Blog Post

Renewables Obligation Mutualisation risks are growing

Richard Simmonds • Sep 24, 2020

According to a report by Cornwall Insight, the risk of Renewable Obligation (RO) mutualisation has increased sharply as energy suppliers face a challenging market created by the Covid-19 pandemic.

What is the RO?

The Renewables Obligation (RO) scheme was introduced to encourage energy suppliers in the UK to generate electricity from renewable energy sources. The scheme means that licensed energy suppliers are obliged to source an increasing amount of their electricity from these sources.


To show that these obligations have been met, suppliers are required to submit Renewable Obligation Certificates (ROCs) to Ofgem. If suppliers don’t have the necessary ROCs, they instead need to make a payment into a buy-out fund.


Mutualisation occurs when the RO payments made to the energy regulator in leu of energy suppliers using renewable energy generation is spread among suppliers who have made their payments reach a set target.


Cornwall Insight believes there may be a shortfall in the RO buy-out fund of up to half of the £16.94 million mutualisation threshold. 

What’s the cause?

Cornwall Insight believes that the number of energy suppliers exiting the market is the main cause for the shortfall even with fewer suppliers exiting the market than in previous years.


“Contrary to the two previous compliance periods where the mutualisation trigger was breached, it is not currently expected that the impact of supplier exits in CP18 will surpass this amount. The seven exited suppliers each had relatively small supply volumes in the 2019/20 period.


This does not mean there is not a risk of mutualisation, as we could see further suppliers exit the market in the months ahead, or suppliers failing to meet the late payment deadline,” said Tim Dixon, wholesale team lead at Cornwall Insight.

Covid-19 impacts

The number of energy suppliers exiting the market could increase over the coming months as many have so far been protected by the government’s furlough scheme and Ofgem’s £350 million support scheme.

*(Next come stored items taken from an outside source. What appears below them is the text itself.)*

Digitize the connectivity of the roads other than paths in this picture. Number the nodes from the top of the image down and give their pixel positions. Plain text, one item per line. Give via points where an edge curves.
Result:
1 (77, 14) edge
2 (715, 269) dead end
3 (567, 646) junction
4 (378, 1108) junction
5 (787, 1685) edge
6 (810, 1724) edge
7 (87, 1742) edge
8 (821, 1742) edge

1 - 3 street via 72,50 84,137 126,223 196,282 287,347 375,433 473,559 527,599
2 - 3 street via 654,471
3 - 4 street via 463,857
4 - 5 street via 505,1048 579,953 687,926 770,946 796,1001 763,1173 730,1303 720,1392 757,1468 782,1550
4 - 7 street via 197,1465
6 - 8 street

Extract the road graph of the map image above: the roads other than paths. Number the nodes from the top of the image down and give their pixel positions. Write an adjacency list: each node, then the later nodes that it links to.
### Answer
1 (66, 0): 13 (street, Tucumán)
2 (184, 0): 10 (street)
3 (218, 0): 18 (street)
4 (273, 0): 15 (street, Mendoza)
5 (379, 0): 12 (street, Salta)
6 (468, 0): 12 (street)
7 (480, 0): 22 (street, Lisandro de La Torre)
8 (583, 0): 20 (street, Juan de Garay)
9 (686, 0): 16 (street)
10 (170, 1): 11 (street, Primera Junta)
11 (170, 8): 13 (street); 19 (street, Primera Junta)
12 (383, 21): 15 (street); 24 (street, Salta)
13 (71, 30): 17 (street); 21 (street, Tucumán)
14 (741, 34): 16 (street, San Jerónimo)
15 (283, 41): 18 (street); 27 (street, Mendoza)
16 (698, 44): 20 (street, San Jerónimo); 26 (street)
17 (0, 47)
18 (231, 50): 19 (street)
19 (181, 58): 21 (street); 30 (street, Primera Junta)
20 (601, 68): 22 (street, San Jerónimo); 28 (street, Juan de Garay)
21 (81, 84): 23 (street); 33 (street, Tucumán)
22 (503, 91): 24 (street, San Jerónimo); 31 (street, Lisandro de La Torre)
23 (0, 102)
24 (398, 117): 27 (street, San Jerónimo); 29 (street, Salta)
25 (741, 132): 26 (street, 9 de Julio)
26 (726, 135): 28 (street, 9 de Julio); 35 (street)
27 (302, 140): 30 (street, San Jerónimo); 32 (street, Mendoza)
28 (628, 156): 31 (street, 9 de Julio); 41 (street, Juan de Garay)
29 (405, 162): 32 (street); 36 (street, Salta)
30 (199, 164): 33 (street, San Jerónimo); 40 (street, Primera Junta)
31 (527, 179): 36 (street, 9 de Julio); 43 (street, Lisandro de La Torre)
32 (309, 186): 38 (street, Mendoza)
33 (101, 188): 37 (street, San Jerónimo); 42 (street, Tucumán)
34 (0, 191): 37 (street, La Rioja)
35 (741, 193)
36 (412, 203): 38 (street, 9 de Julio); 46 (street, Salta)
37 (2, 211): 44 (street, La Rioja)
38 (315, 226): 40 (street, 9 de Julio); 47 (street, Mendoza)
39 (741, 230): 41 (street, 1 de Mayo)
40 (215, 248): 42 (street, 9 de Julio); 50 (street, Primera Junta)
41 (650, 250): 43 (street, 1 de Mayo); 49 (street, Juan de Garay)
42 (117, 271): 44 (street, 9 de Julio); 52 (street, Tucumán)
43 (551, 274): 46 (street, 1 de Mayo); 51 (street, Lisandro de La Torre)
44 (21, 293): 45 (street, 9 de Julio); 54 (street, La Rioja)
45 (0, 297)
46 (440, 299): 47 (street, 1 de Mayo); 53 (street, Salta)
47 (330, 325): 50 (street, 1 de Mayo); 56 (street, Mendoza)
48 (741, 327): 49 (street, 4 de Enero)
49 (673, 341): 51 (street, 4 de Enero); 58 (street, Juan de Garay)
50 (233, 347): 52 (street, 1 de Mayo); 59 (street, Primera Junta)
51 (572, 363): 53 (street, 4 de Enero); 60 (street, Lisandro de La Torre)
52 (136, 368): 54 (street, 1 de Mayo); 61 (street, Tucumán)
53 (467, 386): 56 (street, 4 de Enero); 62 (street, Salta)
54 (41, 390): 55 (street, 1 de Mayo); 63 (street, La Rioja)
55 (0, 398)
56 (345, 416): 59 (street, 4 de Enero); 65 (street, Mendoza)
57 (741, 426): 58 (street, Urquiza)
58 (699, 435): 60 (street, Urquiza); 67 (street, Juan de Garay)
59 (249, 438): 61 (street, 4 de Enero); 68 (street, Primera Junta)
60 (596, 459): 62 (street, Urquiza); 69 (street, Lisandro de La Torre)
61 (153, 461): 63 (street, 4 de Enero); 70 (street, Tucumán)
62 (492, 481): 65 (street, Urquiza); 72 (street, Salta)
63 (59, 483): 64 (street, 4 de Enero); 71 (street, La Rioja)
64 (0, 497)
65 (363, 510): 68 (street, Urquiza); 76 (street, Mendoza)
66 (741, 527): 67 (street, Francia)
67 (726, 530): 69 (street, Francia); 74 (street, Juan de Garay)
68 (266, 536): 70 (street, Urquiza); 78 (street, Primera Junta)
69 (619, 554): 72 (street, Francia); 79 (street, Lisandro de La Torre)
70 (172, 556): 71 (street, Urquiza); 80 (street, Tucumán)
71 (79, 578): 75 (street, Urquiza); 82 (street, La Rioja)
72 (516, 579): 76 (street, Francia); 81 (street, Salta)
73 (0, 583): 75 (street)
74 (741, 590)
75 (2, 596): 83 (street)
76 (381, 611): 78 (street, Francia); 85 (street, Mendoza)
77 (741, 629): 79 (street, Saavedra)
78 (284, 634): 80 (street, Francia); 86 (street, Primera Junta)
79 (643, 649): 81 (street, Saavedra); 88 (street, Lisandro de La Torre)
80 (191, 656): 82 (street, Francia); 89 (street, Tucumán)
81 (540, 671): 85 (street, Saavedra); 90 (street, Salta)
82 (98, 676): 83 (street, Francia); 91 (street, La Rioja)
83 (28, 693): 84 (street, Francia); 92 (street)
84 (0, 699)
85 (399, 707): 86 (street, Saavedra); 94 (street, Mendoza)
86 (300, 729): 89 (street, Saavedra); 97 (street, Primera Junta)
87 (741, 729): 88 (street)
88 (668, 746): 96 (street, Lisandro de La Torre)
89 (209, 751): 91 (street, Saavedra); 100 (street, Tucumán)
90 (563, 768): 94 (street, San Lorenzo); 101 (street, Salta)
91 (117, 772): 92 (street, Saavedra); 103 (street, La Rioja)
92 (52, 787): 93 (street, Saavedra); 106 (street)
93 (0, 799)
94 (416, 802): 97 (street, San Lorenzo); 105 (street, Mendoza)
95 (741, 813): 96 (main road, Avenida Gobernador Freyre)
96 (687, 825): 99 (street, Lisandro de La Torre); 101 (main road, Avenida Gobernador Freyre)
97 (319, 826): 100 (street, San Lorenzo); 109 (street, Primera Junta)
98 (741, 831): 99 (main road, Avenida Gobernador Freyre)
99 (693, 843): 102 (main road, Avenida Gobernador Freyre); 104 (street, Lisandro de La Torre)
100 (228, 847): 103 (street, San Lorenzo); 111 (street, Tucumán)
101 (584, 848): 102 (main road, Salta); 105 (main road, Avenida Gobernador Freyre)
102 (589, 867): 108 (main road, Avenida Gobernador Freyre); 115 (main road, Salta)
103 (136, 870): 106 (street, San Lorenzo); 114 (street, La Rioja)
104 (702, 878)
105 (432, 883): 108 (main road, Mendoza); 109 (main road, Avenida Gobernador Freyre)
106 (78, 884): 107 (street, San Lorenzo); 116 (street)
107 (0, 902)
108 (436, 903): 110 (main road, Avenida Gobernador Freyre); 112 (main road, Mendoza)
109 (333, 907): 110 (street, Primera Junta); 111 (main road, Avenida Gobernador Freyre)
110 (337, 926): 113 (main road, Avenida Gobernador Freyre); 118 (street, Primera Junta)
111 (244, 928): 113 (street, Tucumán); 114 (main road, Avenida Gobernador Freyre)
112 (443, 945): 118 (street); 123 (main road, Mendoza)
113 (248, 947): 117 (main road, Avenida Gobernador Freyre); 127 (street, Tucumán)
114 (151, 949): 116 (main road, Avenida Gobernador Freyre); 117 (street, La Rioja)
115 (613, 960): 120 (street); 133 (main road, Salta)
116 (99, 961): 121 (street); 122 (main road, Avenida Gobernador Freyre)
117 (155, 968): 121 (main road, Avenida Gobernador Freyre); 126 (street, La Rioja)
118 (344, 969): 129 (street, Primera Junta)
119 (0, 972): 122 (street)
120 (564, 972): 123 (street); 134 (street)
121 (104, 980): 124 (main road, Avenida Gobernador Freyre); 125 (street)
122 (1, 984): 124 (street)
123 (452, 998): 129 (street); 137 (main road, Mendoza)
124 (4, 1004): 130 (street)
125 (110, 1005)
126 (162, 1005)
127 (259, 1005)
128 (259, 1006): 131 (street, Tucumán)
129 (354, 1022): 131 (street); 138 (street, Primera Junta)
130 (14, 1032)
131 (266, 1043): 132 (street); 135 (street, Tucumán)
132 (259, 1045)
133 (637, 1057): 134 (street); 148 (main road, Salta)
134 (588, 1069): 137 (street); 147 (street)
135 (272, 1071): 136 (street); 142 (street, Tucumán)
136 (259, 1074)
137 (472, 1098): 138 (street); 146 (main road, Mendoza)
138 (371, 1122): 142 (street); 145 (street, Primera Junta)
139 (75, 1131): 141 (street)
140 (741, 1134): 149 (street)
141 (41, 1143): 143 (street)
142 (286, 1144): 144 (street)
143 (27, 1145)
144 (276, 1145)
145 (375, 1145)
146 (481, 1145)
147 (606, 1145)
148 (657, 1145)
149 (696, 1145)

With furlough set to end in October and with new restrictions imposed due to a rise in Covid-19 infections reported across the UK, several energy suppliers could be close to being forced out of the market.


High RO fees have been blamed for the closures of several energy suppliers over the last two years and in October 2019 four suppliers were ordered to pay their outstanding RO fees. Out of those four, two have since exited the market whilst Robin Hood Energy sold its customer base.


“Suppliers have had to face challenging market conditions amid the COVID-19 pandemic, and as a result, there is a heightened risk that some suppliers may now be unable to meet their obligations and instead contribute towards triggering mutualisation. If mutualisation does occur the costs will be recovered from suppliers who met their obligations and ultimately be passed on to the consumers’ bill. “This could prove a particularly fateful day for the energy sector, with both the RO late payment deadline and the end of the furlough scheme set to end,” said Dixon.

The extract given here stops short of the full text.